___ Extracted data
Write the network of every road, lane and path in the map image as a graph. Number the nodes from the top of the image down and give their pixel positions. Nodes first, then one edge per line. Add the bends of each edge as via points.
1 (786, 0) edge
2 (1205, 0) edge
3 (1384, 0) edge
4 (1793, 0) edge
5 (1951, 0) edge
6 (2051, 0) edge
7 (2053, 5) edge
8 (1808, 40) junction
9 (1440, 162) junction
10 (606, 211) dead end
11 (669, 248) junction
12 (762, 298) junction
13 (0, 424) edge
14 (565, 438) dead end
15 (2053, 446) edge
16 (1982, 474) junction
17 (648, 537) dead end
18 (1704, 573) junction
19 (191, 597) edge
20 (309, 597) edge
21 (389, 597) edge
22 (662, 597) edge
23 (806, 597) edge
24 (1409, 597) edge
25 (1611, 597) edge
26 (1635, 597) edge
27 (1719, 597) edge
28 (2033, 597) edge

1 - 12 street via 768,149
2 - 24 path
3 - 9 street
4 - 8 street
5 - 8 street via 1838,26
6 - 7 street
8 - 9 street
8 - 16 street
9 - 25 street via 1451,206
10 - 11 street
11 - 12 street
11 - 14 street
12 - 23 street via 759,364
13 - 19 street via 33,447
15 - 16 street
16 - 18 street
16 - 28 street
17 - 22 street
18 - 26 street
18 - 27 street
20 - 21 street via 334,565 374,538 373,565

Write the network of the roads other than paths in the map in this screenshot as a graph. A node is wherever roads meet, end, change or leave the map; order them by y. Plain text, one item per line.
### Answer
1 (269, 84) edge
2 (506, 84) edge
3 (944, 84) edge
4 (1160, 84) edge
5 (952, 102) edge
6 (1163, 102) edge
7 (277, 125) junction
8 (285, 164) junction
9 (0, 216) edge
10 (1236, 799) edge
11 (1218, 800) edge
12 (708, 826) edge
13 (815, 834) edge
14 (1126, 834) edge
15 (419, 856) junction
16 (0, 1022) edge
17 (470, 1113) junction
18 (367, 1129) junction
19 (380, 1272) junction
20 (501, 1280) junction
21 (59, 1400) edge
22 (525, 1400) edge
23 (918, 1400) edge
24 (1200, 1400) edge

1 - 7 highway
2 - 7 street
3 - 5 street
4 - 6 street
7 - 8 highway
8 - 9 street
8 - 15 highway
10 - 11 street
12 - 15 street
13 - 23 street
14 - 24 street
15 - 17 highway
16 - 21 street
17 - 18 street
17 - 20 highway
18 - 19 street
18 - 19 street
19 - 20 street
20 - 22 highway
______
All that is needed is the material, repeated exactly.

- _Solution to the exercise_:
Write the network of every road, lane and path in the map image as a graph. Number the nodes from the top of the image down and give their pixel positions. Nodes first, then one edge per line. Add the bends of each edge as via points.
1 (786, 0) edge
2 (1205, 0) edge
3 (1384, 0) edge
4 (1793, 0) edge
5 (1951, 0) edge
6 (2051, 0) edge
7 (2053, 5) edge
8 (1808, 40) junction
9 (1440, 162) junction
10 (606, 211) dead end
11 (669, 248) junction
12 (762, 298) junction
13 (0, 424) edge
14 (565, 438) dead end
15 (2053, 446) edge
16 (1982, 474) junction
17 (648, 537) dead end
18 (1704, 573) junction
19 (191, 597) edge
20 (309, 597) edge
21 (389, 597) edge
22 (662, 597) edge
23 (806, 597) edge
24 (1409, 597) edge
25 (1611, 597) edge
26 (1635, 597) edge
27 (1719, 597) edge
28 (2033, 597) edge

1 - 12 street via 768,149
2 - 24 path
3 - 9 street
4 - 8 street
5 - 8 street via 1838,26
6 - 7 street
8 - 9 street
8 - 16 street
9 - 25 street via 1451,206
10 - 11 street
11 - 12 street
11 - 14 street
12 - 23 street via 759,364
13 - 19 street via 33,447
15 - 16 street
16 - 18 street
16 - 28 street
17 - 22 street
18 - 26 street
18 - 27 street
20 - 21 street via 334,565 374,538 373,565

Write the network of the roads other than paths in the map in this screenshot as a graph. A node is wherever roads meet, end, change or leave the map; order them by y. Plain text, one item per line.
### Answer
1 (269, 84) edge
2 (506, 84) edge
3 (944, 84) edge
4 (1160, 84) edge
5 (952, 102) edge
6 (1163, 102) edge
7 (277, 125) junction
8 (285, 164) junction
9 (0, 216) edge
10 (1236, 799) edge
11 (1218, 800) edge
12 (708, 826) edge
13 (815, 834) edge
14 (1126, 834) edge
15 (419, 856) junction
16 (0, 1022) edge
17 (470, 1113) junction
18 (367, 1129) junction
19 (380, 1272) junction
20 (501, 1280) junction
21 (59, 1400) edge
22 (525, 1400) edge
23 (918, 1400) edge
24 (1200, 1400) edge

1 - 7 highway
2 - 7 street
3 - 5 street
4 - 6 street
7 - 8 highway
8 - 9 street
8 - 15 highway
10 - 11 street
12 - 15 street
13 - 23 street
14 - 24 street
15 - 17 highway
16 - 21 street
17 - 18 street
17 - 20 highway
18 - 19 street
18 - 19 street
19 - 20 street
20 - 22 highway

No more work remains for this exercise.